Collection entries
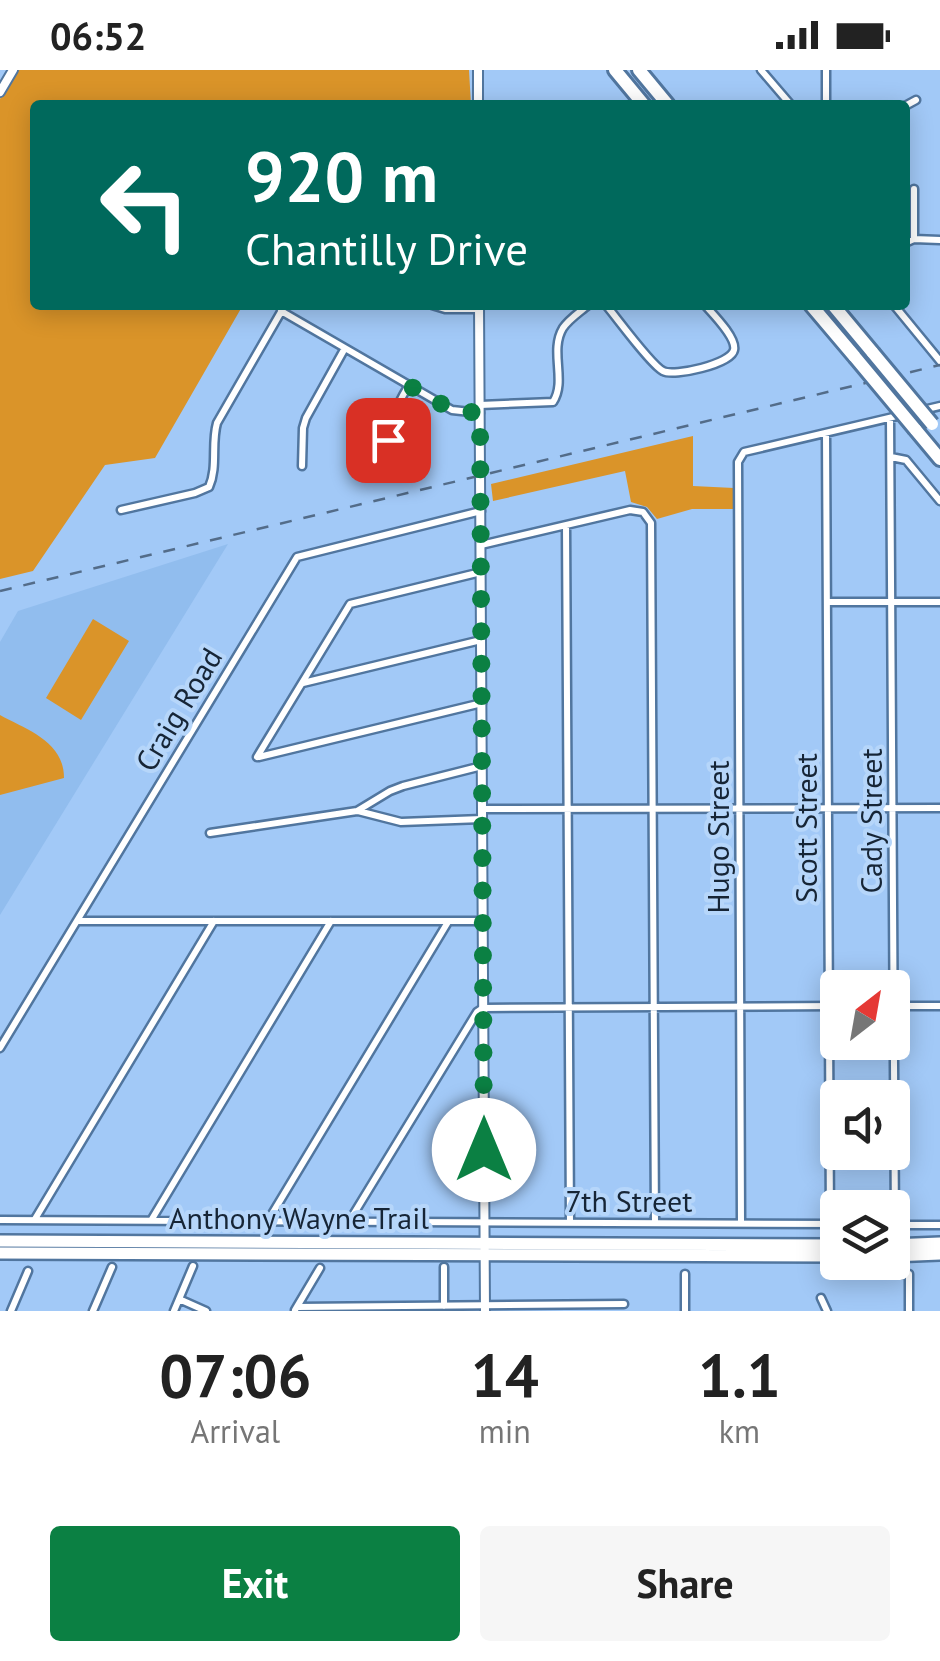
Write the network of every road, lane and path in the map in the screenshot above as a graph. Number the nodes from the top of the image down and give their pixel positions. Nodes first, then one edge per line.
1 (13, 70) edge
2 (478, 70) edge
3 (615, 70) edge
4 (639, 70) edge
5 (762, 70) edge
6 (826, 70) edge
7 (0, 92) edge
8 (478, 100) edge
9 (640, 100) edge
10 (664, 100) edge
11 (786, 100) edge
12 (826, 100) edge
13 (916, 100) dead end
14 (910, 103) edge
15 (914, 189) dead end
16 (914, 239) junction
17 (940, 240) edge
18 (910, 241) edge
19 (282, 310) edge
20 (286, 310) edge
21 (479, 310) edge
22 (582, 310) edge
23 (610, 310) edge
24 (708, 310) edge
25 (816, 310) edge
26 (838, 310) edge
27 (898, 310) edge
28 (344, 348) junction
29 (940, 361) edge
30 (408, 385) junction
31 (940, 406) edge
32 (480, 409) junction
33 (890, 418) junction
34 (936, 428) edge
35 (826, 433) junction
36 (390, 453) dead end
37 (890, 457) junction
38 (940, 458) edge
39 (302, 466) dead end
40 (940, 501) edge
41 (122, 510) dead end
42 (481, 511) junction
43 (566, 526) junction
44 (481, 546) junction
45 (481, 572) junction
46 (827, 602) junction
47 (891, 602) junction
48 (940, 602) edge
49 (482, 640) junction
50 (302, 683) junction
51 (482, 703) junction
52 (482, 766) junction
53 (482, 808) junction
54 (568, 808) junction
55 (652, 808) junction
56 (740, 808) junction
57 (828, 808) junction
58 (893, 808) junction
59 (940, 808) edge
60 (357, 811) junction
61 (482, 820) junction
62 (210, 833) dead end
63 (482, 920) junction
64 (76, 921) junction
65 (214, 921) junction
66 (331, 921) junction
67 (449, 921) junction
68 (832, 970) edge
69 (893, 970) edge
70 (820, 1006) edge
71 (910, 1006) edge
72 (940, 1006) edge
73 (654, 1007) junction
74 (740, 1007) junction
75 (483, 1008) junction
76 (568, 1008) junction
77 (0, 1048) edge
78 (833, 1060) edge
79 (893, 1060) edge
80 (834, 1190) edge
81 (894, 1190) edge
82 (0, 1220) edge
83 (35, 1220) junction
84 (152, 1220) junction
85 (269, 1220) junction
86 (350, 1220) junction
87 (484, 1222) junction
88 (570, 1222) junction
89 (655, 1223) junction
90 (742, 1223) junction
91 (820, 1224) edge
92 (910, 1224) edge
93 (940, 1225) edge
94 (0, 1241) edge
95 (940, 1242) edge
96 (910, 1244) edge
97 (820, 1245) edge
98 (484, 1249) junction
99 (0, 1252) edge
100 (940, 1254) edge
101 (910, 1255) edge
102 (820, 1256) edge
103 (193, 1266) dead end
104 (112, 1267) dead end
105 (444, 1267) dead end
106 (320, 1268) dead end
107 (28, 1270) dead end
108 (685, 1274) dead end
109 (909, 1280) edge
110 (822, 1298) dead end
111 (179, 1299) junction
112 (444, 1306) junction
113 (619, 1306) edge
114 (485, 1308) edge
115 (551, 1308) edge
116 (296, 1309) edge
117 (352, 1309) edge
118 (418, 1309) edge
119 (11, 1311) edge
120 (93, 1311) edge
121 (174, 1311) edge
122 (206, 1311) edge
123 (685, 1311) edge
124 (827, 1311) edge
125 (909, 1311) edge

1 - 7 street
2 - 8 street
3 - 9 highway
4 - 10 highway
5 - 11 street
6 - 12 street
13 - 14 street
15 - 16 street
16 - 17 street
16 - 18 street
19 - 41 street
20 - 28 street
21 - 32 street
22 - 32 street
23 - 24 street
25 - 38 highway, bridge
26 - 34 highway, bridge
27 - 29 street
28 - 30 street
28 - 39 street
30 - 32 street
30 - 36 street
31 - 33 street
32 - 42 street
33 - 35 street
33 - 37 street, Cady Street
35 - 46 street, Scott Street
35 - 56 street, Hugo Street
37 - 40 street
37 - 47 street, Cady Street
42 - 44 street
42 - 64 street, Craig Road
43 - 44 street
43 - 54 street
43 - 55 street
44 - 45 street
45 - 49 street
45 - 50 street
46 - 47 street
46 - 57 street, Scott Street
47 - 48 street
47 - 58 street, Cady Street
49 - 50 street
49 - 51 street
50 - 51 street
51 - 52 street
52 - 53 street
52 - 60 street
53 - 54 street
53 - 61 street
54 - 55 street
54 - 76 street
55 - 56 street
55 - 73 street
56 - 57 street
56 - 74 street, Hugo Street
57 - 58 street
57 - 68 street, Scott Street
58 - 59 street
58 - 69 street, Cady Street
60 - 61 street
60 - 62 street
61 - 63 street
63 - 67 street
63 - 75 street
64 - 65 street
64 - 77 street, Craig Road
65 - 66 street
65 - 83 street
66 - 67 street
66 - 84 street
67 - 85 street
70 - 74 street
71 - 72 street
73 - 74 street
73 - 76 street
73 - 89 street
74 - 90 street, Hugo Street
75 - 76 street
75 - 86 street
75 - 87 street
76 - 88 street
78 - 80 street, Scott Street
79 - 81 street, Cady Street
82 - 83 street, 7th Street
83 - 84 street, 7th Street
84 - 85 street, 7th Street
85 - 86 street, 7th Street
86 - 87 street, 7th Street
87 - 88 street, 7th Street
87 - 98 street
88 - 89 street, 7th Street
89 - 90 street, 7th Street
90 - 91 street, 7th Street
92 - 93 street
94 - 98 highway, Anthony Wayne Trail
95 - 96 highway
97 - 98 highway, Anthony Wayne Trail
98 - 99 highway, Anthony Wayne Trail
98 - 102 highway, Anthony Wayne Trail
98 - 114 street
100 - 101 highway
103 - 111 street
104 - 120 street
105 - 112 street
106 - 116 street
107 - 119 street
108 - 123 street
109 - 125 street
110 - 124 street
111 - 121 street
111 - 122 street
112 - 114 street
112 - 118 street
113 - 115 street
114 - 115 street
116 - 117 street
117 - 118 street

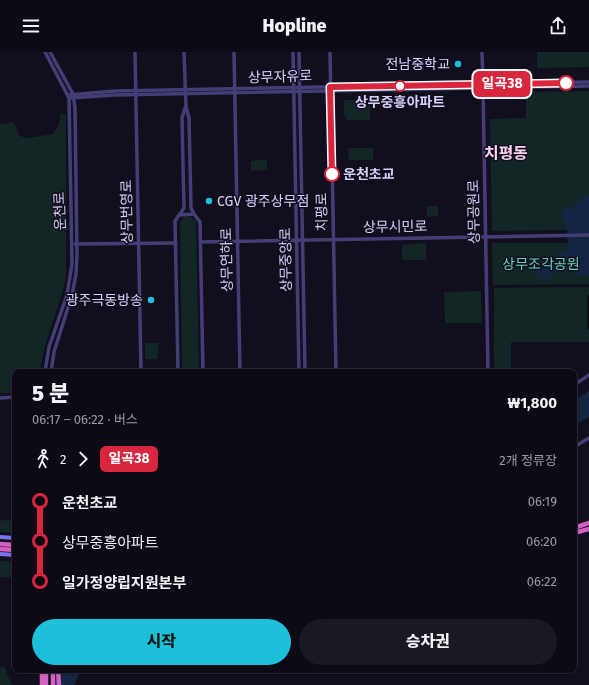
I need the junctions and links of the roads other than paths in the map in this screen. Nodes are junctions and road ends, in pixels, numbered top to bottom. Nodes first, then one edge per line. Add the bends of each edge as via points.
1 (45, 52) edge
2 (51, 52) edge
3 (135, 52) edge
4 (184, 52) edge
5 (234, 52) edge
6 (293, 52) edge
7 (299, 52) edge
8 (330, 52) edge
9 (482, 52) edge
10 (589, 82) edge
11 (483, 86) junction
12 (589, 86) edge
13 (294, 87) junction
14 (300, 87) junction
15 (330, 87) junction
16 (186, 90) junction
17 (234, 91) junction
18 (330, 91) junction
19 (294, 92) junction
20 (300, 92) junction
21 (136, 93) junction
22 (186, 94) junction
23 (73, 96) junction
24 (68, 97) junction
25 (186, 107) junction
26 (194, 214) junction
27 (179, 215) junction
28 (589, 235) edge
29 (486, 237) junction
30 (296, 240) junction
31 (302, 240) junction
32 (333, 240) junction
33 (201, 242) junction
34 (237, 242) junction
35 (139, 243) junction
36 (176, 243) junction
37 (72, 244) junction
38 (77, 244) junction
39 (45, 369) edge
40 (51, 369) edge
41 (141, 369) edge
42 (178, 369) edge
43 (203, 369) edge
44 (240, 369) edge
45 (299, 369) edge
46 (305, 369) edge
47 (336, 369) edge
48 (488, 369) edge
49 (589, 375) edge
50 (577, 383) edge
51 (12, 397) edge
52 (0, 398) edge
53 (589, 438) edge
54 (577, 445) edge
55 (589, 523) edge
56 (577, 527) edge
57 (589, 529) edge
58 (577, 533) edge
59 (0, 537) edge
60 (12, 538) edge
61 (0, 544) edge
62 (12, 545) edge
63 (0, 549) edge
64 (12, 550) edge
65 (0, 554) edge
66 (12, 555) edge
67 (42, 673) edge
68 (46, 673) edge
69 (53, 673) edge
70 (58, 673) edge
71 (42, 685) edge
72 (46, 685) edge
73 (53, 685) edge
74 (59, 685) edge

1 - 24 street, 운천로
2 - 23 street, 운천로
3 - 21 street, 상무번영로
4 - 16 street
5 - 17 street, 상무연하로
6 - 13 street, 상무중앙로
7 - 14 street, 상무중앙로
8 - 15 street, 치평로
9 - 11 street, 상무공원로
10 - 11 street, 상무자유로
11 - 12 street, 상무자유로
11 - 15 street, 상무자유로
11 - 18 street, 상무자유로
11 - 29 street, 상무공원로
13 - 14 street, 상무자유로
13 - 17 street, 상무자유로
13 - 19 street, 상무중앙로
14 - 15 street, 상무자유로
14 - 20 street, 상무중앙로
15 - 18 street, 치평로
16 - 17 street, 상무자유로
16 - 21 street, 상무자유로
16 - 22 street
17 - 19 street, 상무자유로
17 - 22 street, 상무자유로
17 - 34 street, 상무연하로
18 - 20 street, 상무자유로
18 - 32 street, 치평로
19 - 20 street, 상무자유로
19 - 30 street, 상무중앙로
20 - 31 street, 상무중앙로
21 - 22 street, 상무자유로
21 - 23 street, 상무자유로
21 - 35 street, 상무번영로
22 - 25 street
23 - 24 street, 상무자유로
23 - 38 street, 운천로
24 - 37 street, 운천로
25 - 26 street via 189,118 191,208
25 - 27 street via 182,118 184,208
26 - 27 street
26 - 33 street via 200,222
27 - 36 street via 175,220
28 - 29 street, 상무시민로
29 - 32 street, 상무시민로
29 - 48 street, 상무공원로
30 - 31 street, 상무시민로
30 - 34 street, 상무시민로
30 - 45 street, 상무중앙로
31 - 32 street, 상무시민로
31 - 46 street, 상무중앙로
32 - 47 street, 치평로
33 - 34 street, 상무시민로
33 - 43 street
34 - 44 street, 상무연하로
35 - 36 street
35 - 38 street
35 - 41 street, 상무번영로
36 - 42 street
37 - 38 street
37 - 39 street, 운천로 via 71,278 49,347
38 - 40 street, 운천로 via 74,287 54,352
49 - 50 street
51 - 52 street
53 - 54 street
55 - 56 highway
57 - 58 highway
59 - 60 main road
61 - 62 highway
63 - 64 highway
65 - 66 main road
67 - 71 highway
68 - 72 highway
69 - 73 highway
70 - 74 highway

▶ About this exercise
Pull every line with "Nodes" from the records.

▶ Result
Write the network of every road, lane and path in the map in the screenshot above as a graph. Number the nodes from the top of the image down and give their pixel positions. Nodes first, then one edge per line.
I need the junctions and links of the roads other than paths in the map in this screen. Nodes are junctions and road ends, in pixels, numbered top to bottom. Nodes first, then one edge per line. Add the bends of each edge as via points.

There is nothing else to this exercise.